In the deepest, most painful, and darkest part of grief there can be a gift of clarity that can only be found at the end of yourself. In the midst of walking in a haze after loss, we realize most of what consumed our thoughts and worries previously - was all a waste of time. Sadly, after the funeral is over and time passes, we tend to drift back into our default mode of operating and get sucked back into a life of distraction as time and people pass us by.
Jacob’s death gave me a hyper awareness of what I should care about and what really mattered in life. My patience, compassion, and care for those around me increased, while my worry and stress about things like work or money faded away. It felt like I had been given a new pair of glasses to look at the world. And, while I didn’t like how I got this new perspective, I noticed how much freedom I felt to have my mind free of things that once seemed like mountains but turned out to be specs of dust considering our experience.
Unfortunately, time has gone by. Nearly 8 years later that clarity has become blurred by time, my lack of intention to practice what it taught me, and just the busyness of life. What patience I may have gained has gone way to frustration. I cringe inside after I realize I just yelled in traffic. I can get too easily frustrated in my work. I don’t pray for people like I should. I’ve not given like I should to church or charity. I’m complaining about meaningless things. I get angry too easily. I don’t want to fall back into the old me. I want to live out the lessons I too painfully learned.
Like most things in life we have to be reminded that we need to stop and recalibrate to what is real and to focus on those people and ideals that really matter. I am determined to live the rest of my life using this experience to become a better man, leader, husband, and father. Much of the time, I’m failing in one or all these areas. I need to do better. Thankfully, I’ve got a wife, daughters, family, friends, and co-workers that all inspire me.

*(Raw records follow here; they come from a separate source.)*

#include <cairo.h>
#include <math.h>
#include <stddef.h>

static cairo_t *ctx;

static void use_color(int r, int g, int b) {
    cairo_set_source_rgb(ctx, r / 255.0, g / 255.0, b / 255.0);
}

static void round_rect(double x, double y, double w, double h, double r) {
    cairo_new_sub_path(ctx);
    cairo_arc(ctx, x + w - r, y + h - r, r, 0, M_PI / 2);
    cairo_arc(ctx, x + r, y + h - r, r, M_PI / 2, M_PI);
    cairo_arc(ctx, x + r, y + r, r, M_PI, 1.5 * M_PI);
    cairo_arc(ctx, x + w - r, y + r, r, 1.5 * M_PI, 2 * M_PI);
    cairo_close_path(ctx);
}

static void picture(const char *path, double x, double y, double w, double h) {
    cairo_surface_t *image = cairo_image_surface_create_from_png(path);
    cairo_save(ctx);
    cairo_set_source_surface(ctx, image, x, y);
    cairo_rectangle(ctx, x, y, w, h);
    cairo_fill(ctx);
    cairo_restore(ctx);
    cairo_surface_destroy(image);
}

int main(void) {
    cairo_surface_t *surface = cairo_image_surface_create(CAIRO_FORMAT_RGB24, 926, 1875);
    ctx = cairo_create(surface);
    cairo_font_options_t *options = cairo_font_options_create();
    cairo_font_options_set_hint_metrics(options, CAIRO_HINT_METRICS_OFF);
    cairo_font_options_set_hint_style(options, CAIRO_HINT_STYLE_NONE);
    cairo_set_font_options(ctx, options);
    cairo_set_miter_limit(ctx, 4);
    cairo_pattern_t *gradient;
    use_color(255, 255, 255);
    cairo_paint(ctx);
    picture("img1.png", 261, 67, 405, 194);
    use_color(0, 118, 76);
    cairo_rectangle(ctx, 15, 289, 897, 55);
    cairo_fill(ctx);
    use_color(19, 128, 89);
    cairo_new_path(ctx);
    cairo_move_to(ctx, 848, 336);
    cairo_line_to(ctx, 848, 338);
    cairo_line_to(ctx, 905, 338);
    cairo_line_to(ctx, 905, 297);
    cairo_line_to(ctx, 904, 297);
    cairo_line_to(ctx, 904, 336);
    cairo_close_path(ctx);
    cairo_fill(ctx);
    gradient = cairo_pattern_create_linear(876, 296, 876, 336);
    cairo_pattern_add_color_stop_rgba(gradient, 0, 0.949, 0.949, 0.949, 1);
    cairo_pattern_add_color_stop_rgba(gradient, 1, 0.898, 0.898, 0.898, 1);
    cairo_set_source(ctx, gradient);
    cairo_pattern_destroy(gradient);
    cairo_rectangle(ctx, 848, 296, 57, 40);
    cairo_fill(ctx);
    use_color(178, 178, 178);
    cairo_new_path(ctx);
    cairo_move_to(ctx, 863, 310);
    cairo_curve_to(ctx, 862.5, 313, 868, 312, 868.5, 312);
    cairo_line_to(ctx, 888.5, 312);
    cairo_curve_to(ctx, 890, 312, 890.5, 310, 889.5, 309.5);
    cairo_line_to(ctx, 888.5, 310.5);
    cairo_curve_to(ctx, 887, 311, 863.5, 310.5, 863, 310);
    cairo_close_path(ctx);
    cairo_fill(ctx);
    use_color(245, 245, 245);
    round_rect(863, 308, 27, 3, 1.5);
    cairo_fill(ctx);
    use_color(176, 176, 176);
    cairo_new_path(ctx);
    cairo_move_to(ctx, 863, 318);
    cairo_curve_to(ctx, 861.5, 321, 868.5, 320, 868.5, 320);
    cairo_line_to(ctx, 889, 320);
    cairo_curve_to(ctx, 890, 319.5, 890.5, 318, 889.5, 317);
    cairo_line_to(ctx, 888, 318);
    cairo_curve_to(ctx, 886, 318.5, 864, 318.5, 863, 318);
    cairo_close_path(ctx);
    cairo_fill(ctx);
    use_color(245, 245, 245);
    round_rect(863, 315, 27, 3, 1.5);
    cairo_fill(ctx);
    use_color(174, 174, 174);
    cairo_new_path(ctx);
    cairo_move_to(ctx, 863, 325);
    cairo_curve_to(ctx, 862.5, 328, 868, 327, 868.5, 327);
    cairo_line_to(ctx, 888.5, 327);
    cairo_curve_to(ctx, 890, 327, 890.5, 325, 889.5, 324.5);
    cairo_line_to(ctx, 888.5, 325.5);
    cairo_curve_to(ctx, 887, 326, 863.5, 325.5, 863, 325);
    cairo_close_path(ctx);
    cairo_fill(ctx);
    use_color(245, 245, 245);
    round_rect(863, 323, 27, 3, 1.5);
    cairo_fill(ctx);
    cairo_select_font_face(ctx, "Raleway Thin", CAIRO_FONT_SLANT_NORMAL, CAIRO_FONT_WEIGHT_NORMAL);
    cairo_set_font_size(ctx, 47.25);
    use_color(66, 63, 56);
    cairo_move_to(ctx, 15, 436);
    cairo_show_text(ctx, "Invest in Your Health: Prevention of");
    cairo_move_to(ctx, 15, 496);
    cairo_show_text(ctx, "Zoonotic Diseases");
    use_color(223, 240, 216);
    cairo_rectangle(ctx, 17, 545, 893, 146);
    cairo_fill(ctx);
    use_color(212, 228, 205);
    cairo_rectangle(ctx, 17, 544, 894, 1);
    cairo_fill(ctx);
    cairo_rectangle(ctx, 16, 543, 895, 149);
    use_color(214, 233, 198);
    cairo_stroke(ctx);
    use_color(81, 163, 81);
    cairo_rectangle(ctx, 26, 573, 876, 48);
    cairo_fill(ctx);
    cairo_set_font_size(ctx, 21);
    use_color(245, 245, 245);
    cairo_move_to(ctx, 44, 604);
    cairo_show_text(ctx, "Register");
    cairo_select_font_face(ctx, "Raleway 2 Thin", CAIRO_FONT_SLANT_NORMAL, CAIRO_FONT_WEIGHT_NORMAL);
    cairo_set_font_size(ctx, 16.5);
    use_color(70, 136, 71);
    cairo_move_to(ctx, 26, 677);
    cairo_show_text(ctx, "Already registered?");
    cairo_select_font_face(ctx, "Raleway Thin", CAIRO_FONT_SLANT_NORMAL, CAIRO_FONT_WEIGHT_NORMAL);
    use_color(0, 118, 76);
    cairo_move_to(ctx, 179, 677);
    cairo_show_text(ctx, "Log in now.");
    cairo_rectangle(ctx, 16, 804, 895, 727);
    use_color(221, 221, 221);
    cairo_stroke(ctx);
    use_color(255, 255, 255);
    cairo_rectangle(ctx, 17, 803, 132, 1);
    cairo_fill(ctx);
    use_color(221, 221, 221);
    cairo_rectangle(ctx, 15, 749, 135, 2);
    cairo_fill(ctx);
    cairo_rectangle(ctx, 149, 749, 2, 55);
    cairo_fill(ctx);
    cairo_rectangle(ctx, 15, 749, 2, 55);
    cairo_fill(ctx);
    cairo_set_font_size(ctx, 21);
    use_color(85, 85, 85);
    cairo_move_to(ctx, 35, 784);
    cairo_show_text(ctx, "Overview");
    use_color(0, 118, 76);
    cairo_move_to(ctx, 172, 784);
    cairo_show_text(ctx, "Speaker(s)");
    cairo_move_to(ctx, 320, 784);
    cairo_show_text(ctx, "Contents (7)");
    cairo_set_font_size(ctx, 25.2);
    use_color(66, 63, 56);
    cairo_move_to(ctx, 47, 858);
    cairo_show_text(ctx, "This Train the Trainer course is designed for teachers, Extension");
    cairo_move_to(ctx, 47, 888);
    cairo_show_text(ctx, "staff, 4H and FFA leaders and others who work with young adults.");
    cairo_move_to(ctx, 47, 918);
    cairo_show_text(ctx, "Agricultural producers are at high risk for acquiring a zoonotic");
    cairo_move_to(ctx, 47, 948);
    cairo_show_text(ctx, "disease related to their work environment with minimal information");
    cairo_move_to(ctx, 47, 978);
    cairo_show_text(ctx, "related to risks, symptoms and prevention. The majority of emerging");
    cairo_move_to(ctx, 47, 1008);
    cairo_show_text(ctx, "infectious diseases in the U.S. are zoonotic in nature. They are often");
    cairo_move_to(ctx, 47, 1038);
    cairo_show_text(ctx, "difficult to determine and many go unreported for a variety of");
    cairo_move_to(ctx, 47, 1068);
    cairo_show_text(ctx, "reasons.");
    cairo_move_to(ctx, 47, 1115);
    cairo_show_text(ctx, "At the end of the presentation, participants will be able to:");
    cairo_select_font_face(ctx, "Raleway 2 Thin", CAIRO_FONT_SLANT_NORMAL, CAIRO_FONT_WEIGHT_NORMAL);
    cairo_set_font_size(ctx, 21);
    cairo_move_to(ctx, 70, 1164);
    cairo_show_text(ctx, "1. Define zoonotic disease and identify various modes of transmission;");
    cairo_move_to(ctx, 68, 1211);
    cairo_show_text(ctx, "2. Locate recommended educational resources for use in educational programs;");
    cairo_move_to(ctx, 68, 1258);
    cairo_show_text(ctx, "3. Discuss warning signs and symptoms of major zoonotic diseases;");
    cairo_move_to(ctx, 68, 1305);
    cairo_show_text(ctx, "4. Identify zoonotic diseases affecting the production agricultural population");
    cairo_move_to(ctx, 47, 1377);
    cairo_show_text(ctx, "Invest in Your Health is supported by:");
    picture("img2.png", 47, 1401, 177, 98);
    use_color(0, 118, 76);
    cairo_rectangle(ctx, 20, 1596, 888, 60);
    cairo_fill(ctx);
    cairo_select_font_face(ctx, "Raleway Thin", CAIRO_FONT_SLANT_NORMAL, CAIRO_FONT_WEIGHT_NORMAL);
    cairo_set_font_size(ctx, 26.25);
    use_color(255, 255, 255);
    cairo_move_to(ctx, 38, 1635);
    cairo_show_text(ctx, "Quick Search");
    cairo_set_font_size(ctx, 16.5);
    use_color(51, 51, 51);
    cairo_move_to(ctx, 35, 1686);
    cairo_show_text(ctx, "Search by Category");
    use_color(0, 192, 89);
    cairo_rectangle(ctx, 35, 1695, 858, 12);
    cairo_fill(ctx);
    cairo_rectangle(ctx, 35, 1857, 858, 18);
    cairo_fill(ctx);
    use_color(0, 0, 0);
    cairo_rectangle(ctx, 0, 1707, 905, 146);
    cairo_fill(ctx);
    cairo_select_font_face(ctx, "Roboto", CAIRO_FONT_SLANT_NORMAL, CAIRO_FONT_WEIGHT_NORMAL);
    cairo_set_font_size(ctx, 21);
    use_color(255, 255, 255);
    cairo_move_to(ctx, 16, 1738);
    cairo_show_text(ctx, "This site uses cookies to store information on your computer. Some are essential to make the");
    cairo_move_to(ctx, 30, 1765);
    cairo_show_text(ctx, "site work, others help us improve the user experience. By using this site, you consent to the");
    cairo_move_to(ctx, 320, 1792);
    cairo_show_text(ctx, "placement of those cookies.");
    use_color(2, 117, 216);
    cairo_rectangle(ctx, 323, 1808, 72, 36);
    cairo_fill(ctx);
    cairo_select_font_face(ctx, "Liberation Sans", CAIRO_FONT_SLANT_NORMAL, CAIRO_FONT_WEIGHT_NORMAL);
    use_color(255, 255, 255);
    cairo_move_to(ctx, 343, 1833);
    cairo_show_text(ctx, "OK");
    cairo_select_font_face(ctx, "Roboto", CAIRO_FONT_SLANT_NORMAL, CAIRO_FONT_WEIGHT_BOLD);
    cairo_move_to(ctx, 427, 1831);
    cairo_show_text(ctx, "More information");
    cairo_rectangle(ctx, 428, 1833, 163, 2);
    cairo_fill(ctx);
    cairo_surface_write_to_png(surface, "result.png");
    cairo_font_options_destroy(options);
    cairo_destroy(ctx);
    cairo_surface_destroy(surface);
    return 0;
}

There’s not a day that goes by that I don’t think about my son. I hate that it has become normal to not talk about him with people. Walking through life not getting to talk about one of your children is such an unnatural experience. But, he is not forgotten. Even though it is devastating to not have him with us, we as a family are committed to live a life that honors him and carries him forward by living out the lessons we learned both in his life and death.